Without the pictures, write the listing below out again, line for line.

* [Provided information]
^^^^^^^^^^^^^^^^
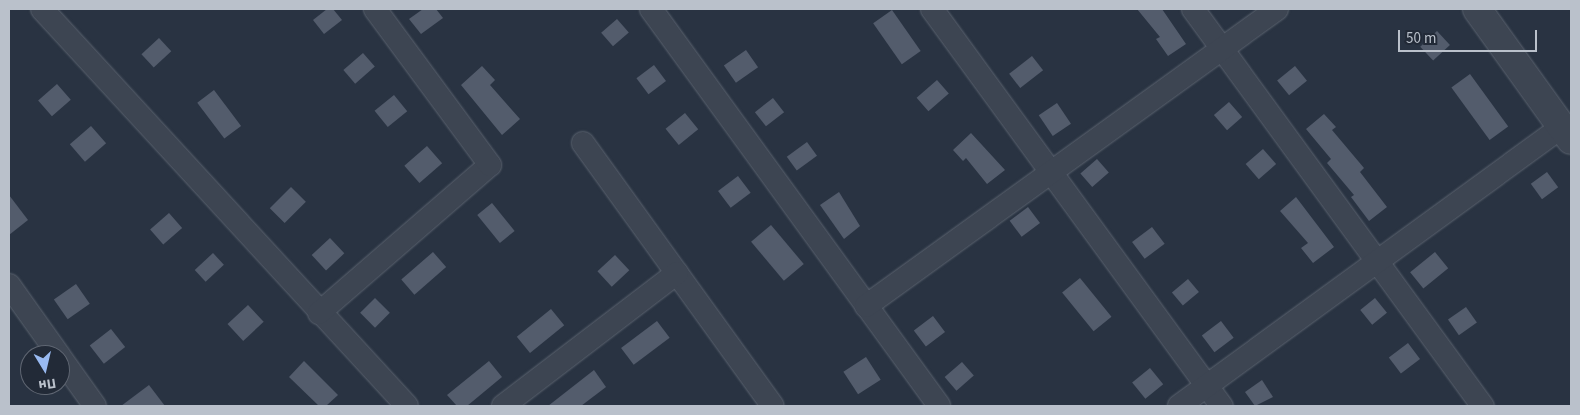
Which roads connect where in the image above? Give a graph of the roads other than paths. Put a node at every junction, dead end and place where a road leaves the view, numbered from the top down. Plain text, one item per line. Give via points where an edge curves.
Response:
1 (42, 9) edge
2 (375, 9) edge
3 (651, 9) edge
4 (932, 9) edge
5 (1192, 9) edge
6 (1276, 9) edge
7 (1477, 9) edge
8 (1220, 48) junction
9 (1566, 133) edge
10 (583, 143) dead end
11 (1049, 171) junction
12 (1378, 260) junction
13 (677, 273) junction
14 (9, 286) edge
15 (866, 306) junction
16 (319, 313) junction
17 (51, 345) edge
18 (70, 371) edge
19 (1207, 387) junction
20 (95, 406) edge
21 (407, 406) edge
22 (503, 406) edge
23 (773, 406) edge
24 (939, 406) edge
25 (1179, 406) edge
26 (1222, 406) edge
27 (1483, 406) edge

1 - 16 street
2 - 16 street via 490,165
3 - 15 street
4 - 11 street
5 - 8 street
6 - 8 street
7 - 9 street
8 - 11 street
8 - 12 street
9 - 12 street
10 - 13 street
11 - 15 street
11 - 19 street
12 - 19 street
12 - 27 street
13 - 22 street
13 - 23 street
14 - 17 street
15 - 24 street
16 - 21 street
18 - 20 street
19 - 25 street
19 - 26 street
^^^^^^^^^^^^^^^^
* [Answer for this exercise]
Which roads connect where in the image above? Give a graph of the roads other than paths. Put a node at every junction, dead end and place where a road leaves the view, numbered from the top down. Plain text, one item per line. Give via points where an edge curves.
Response:
1 (42, 9) edge
2 (375, 9) edge
3 (651, 9) edge
4 (932, 9) edge
5 (1192, 9) edge
6 (1276, 9) edge
7 (1477, 9) edge
8 (1220, 48) junction
9 (1566, 133) edge
10 (583, 143) dead end
11 (1049, 171) junction
12 (1378, 260) junction
13 (677, 273) junction
14 (9, 286) edge
15 (866, 306) junction
16 (319, 313) junction
17 (51, 345) edge
18 (70, 371) edge
19 (1207, 387) junction
20 (95, 406) edge
21 (407, 406) edge
22 (503, 406) edge
23 (773, 406) edge
24 (939, 406) edge
25 (1179, 406) edge
26 (1222, 406) edge
27 (1483, 406) edge

1 - 16 street
2 - 16 street via 490,165
3 - 15 street
4 - 11 street
5 - 8 street
6 - 8 street
7 - 9 street
8 - 11 street
8 - 12 street
9 - 12 street
10 - 13 street
11 - 15 street
11 - 19 street
12 - 19 street
12 - 27 street
13 - 22 street
13 - 23 street
14 - 17 street
15 - 24 street
16 - 21 street
18 - 20 street
19 - 25 street
19 - 26 street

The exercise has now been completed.